Of teams and JSFL

Recently one of our larger projects involved lots (hundreds!) of animations, each in it's own FLA. The animations were made to mimic a comic book, including text bubbles. The problem was that this project was an educational game focused on language comprehension. The students should only see the text bubbles as a last resort, and are penalized for turning them on. Add into this the fact that the text bubbles have to be able to be turned on and off at any time.

When the first set of animations arrived, we found that the only really constant was that all of the bubbles were in their own layers and these layers were in a layer folder. Sometimes there were symbols, sometimes not. None of the existing symbols had instance names. The last thing we wanted to have to do was to manually go through and fix hundreds of FLAs. JSFL to the rescue!

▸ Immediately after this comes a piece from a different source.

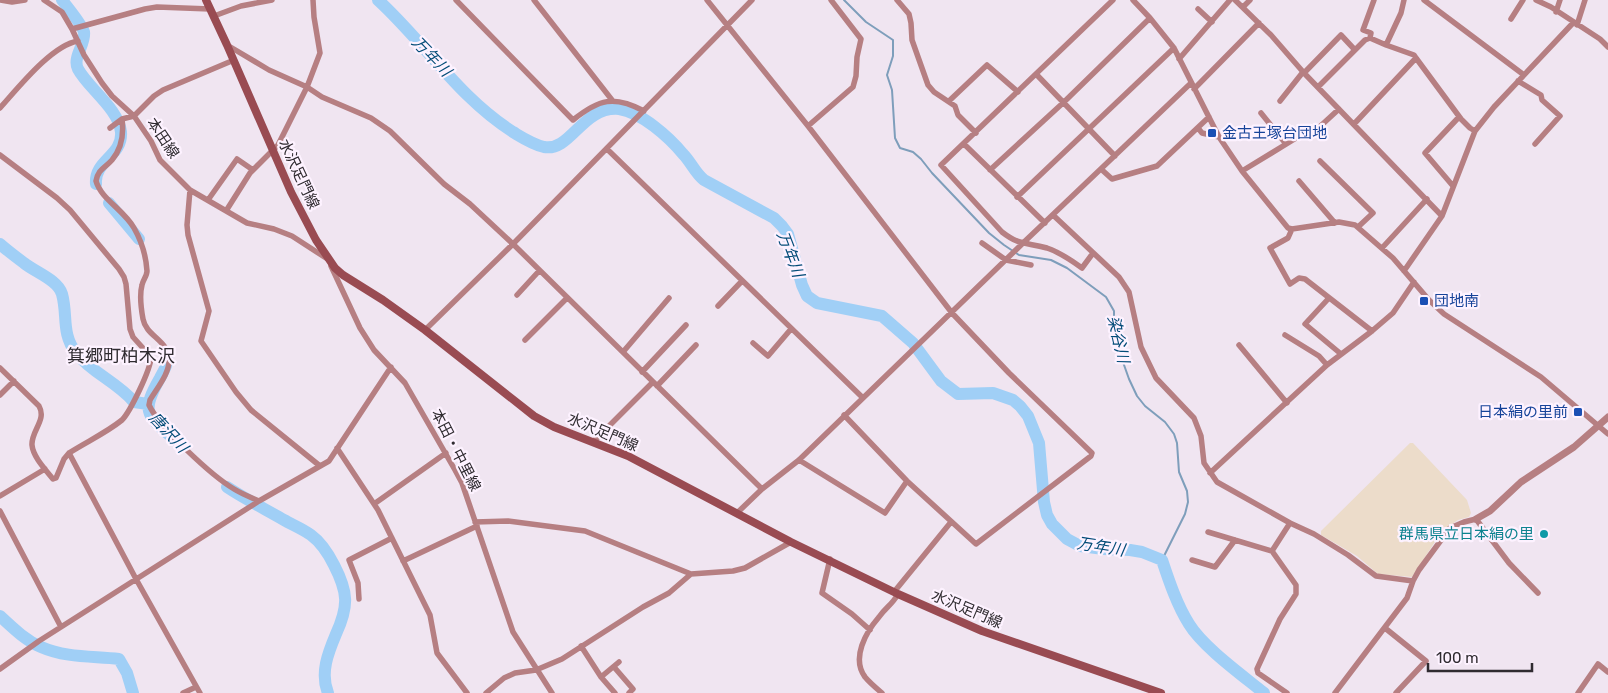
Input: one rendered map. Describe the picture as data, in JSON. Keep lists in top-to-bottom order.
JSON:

Using JSFL we were able to write a script that would take the selected layer folder, take all of the layers in it, put them into a movieclip, put an instance of that movieclip onto the stage and give it a standard instance name. The artists on the project would all just run this script before they published their FLAs and we were good to go.

The moral of the story is - build your own tools (and learn JSFL!). Developers can often greatly improve the productivity of their team by writing little scripts that do repetitive tasks. Sitting down with the JSFL help files and coding up the script maybe took 2-3 hours, but now all of our text bubbles work perfectly and we don't have to think any more about them or worry about the stray wierd error with them.